Even if approved by PTAC, the ASCO model faces an uphill battle. CMS already has its own Oncology Care Model (OCM), and given the agency’s track record of not testing APMs that have been approved by PTAC, the deck may be stacked against ASCO in terms of getting its model into Medicare.

But officials at ASCO are hoping a PTAC vetting and approval will open the door to its implementation by commercial payers.

“We are now ready to take this to PTAC,” Jeffery Ward, MD, past chair of ASCO’s government relations committee, said in an interview. “I don’t expect any trouble getting through PTAC. The other question is whether CMMI would decide to actually test a model like this, and so far, they have seemed pretty much a one-trick pony, as in they’ve got their Oncology Care Model and they are going to run with it.”


However, Dr. Ward, a medical oncologist at Swedish Cancer Institute of Edmonds, Wash., said that PCOP has been designed with the commercial market in mind and the PTAC recommendation will help validate the model and make it more appealing to commercial payers.

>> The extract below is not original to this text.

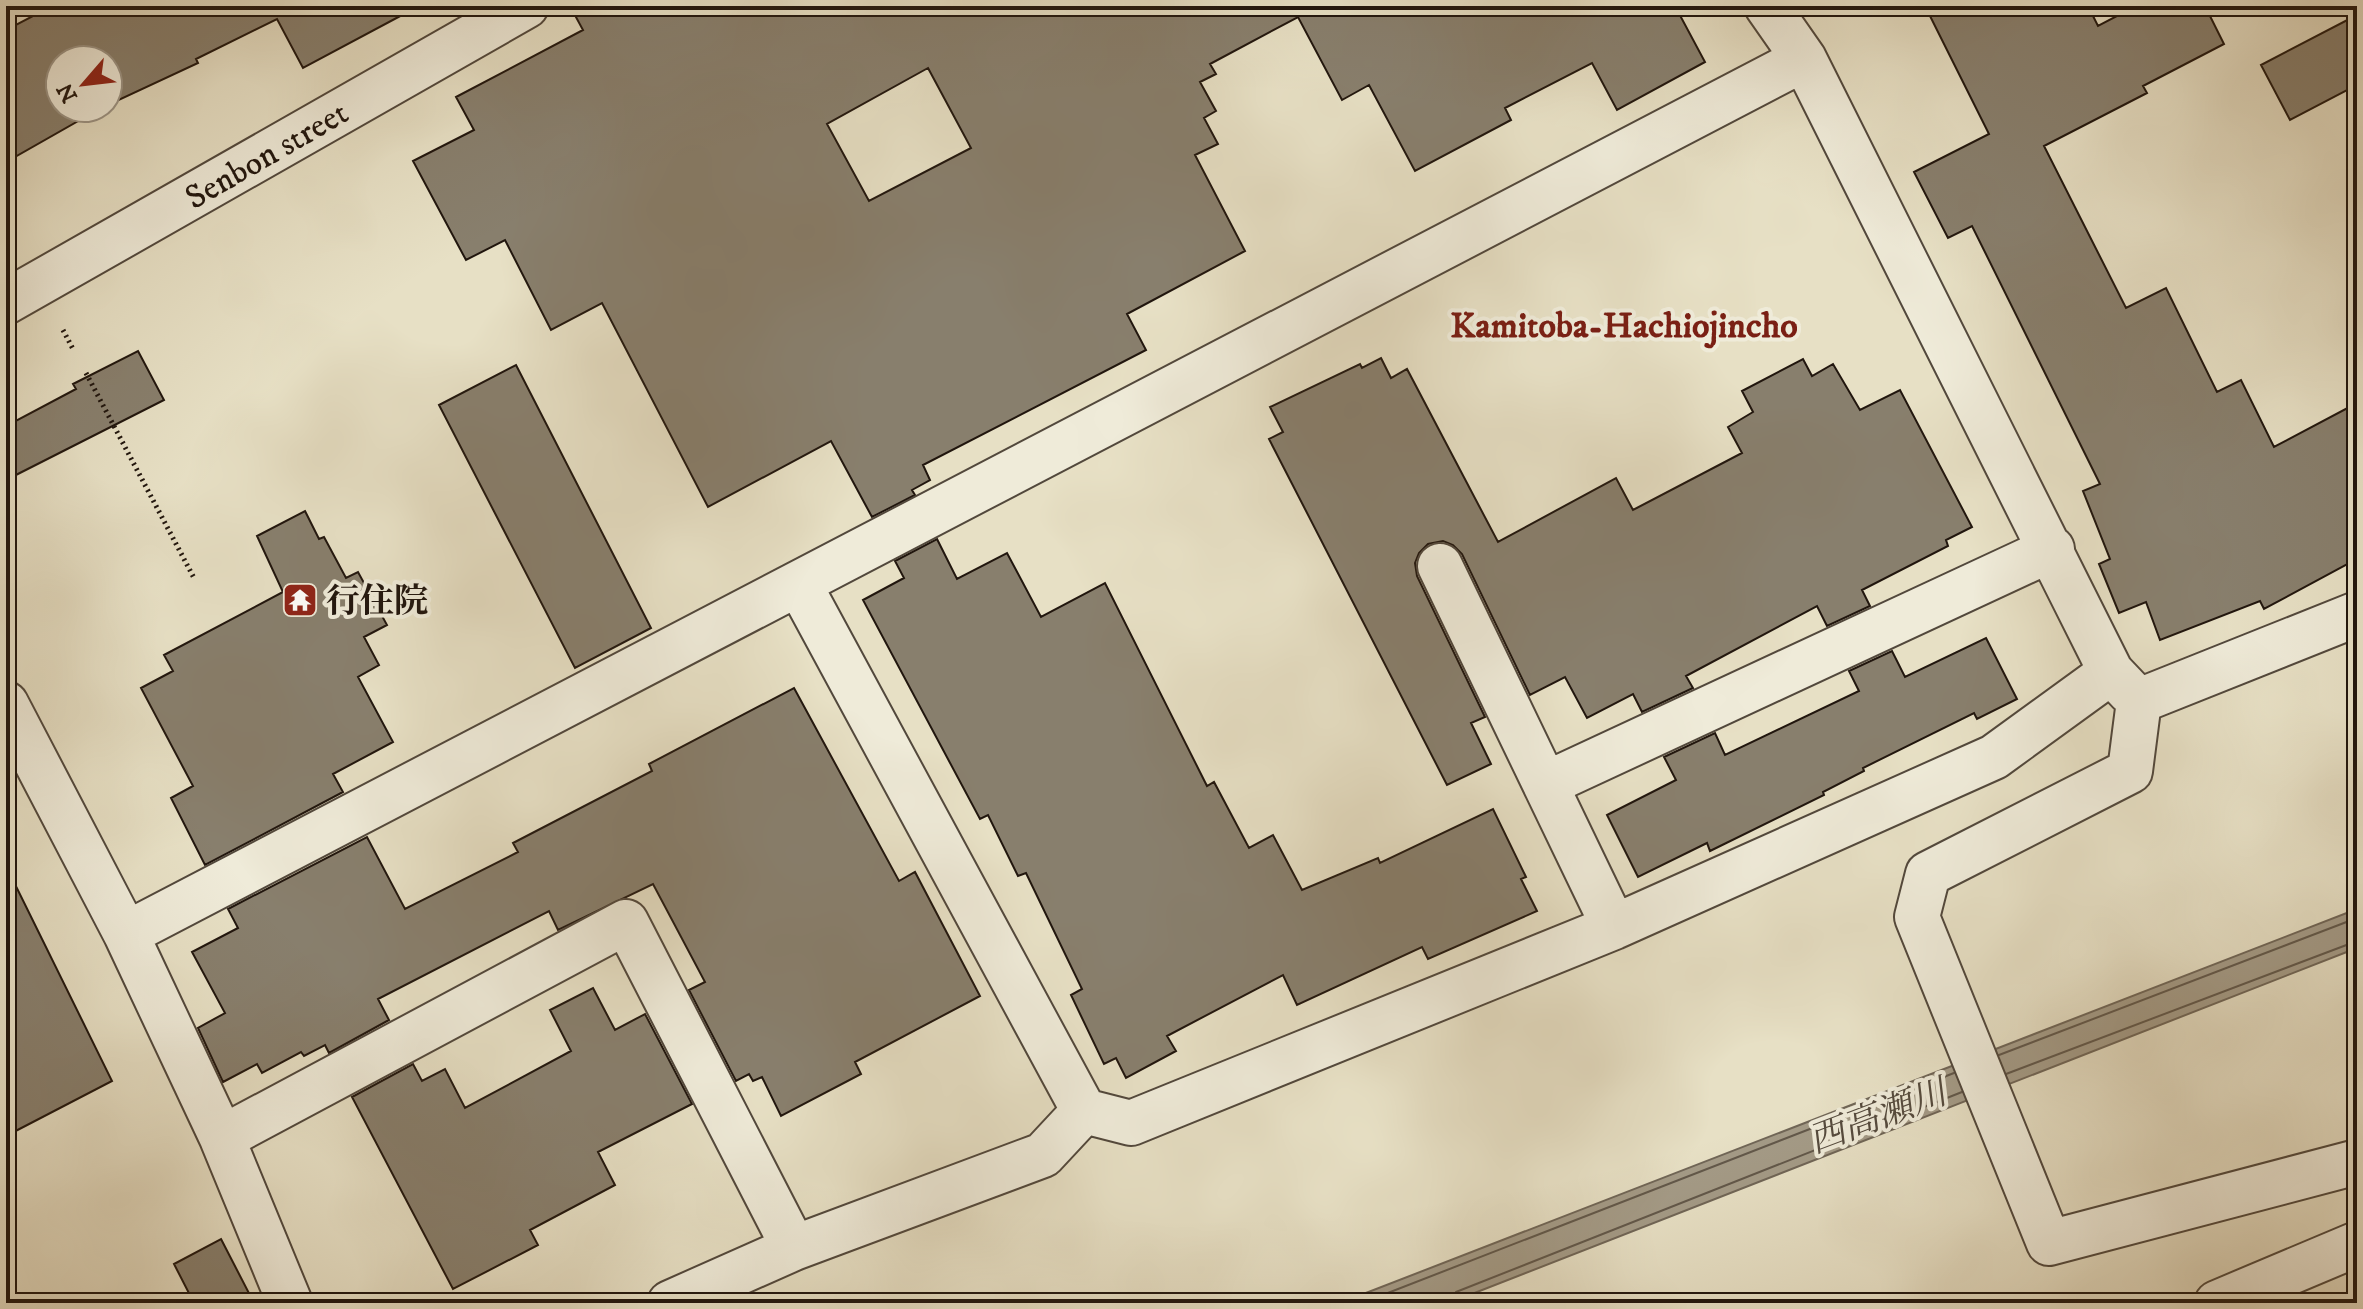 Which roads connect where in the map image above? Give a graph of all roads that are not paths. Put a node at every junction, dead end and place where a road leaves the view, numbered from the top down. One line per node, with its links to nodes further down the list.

A key feature of the adjusted payment model is that it has taken a lesson learned from CMS’s Oncology Care Model in terms of how to account for the price of drugs. Including the price of drugs in a value-based payment model – the approach taken by the OCM – creates too much variability, Dr. Ward noted. He used lung cancer as an example, noting that the type of lung cancer could have more of an impact on physician spending than any specific treatment decisions a physician can make because the treatment choices may not be there.

“When that happens, whether you are successful or not depends on the luck of the draw instead of the choices you make,” he said.

In an effort not to penalize practices because of their patient mix, PCOP takes the cost of drugs out of the value mix.

“What this model does is it doesn’t hold practices responsible for the cost of the drugs. It holds them responsible for how they utilize the drugs,” he said. “It really begins to make me responsible for making value-based decisions as opposed to just getting lucky and having a cheaper panel of patients.”

Overall, Dr. Ward described the PCOP model as accomplishing the goals of CMS’s APMs by encouraging physicians to treat patients through high-value treatments.

“This model does that by including quality measures that play a role in how much you get paid,” he said. “There are pathways that are value-based pathways and your ability to follow those pathways plays a role in how much you get paid. The amount of care that you send to the ER or the hospital plays a role in how much you get paid. Those things are then used in adjusting what is our fee-for-service model of medicine. So you are still getting paid a base rate based on the care that you give on a fee-for-service model, but that gets adjusted up or down depending on those other characteristics.”

But for the model to have the biggest impact, it needs to be adopted by all payers in a given state or region and used by all physicians, who by the design of the payment model, will have a role in shaping the implementation details.

Savings could come from lower administrative costs at the physician office because there would be no need for separate contracts between payers, something that could generate savings of up to 8%, compared with the current system, Dr. Ward noted.

“This is designed to be a multipayer and multipractice initiative,” he said. “In its grandest form, a state or states would implement this and it would be participated in by all the oncology practices and all of the payers.”